How do CPUs handle bad transistors?
I've read that current CPUs have more than a hundred million transistors per square millimeter. I can't imagine that every single one of those works perfectly and will stay working perfectly for the entire lifetime of the CPU.
How do we design CPUs that don't die or stop working properly when one out of a hundred million transistors fails?
That's a great question with a rather interesting answer.
The difference between CPUs actually may not be due to different designs - but due to manufacturing errors.
Intel for example might have a production line only for "tier 1" processors (e.g. i7) but during manufacturing, some of the transistors, for some reason, fail to function. During quality tests they can check which transistors fail and reprogram the microcode to use only the good transistors. Then you end up with a lower tier processor (e.g. i5, i3)

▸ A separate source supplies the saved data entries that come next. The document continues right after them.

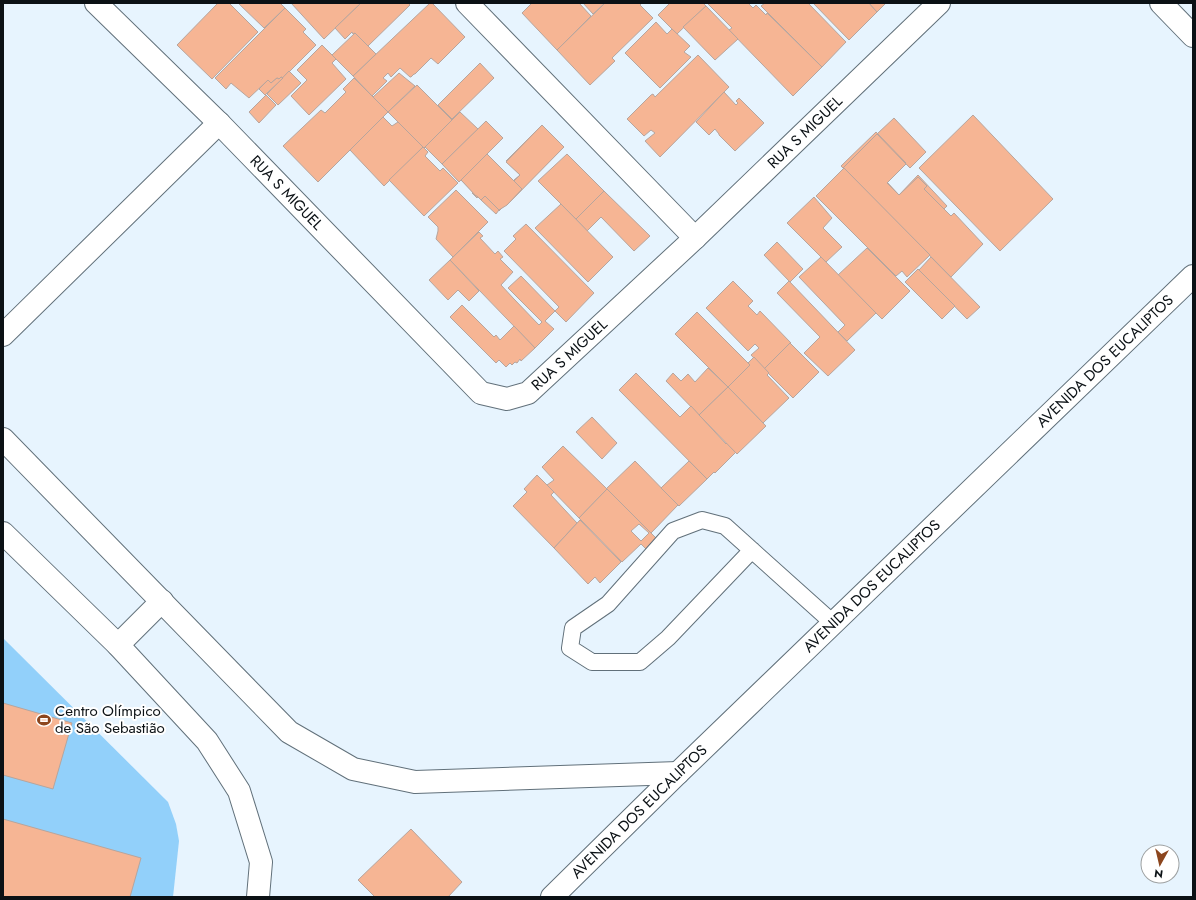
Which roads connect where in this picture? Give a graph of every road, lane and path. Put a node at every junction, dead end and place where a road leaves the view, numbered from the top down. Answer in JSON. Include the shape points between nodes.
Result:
{"nodes":[{"id":1,"x":96,"y":3,"type":"edge"},
{"id":2,"x":939,"y":3,"type":"edge"},
{"id":3,"x":1161,"y":3,"type":"edge"},
{"id":4,"x":474,"y":5,"type":"edge"},
{"id":5,"x":1193,"y":36,"type":"edge"},
{"id":6,"x":219,"y":123,"type":"junction"},
{"id":7,"x":695,"y":238,"type":"junction"},
{"id":8,"x":1193,"y":276,"type":"edge"},
{"id":9,"x":3,"y":335,"type":"edge"},
{"id":10,"x":3,"y":439,"type":"edge"},
{"id":11,"x":3,"y":533,"type":"edge"},
{"id":12,"x":752,"y":550,"type":"junction"},
{"id":13,"x":162,"y":602,"type":"junction"},
{"id":14,"x":832,"y":624,"type":"junction"},
{"id":15,"x":118,"y":645,"type":"junction"},
{"id":16,"x":678,"y":773,"type":"junction"},
{"id":17,"x":258,"y":897,"type":"edge"},
{"id":18,"x":552,"y":897,"type":"edge"}],
"edges":[{"from":1,"to":6,"type":"street","name":"RUA S MIGUEL"},
{"from":2,"to":7,"type":"street","name":"RUA S MIGUEL"},
{"from":3,"to":5,"type":"street"},
{"from":4,"to":7,"type":"street"},
{"from":6,"to":7,"type":"street","name":"RUA S MIGUEL","via":[[481,393],[507,399],[528,393]]},
{"from":6,"to":9,"type":"street"},
{"from":8,"to":14,"type":"street","name":"AVENIDA DOS EUCALIPTOS"},
{"from":10,"to":13,"type":"street"},
{"from":11,"to":15,"type":"street"},
{"from":12,"to":12,"type":"lane","via":[[725,526],[702,520],[673,530],[608,604],[573,628],[570,648],[592,662],[640,662],[668,638]]},
{"from":12,"to":14,"type":"lane"},
{"from":13,"to":15,"type":"street"},
{"from":13,"to":16,"type":"street","via":[[289,732],[353,769],[415,782]]},
{"from":14,"to":16,"type":"street","name":"AVENIDA DOS EUCALIPTOS"},
{"from":15,"to":17,"type":"street","via":[[207,740],[239,791],[261,862]]},
{"from":16,"to":18,"type":"street","name":"AVENIDA DOS EUCALIPTOS"}]}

Lots of really good information here:
https://www.google.com/amp/s/www.techspot.com/amp/article/18...
Modern designs sometimes have some duplication of functional units that allow the final chip to be configured in a workable manner even if a few of the units don't turn out right. But otherwise, getting all of those transistors working right is the big challenge of chip design. Yes, they all have to work. Yields on new processes are often very low, only a fraction of the devices made actually working.
Cache has extra capacity so bad parts can be mapped out during the testing process. If there's a fault in a core the entire core is disabled. A fault in the uncore will probably cause the entire chip to be scrapped.
Transistors are actually very reliable, especially on a silicon wafer where they're protected from the elements. Unless there's a voltage spike somehow, they're unlikely to go bad.
That's why called IC, integrated circuit
either not one at all or entirely outright break down
The keyword is "mercurial core", isn't it?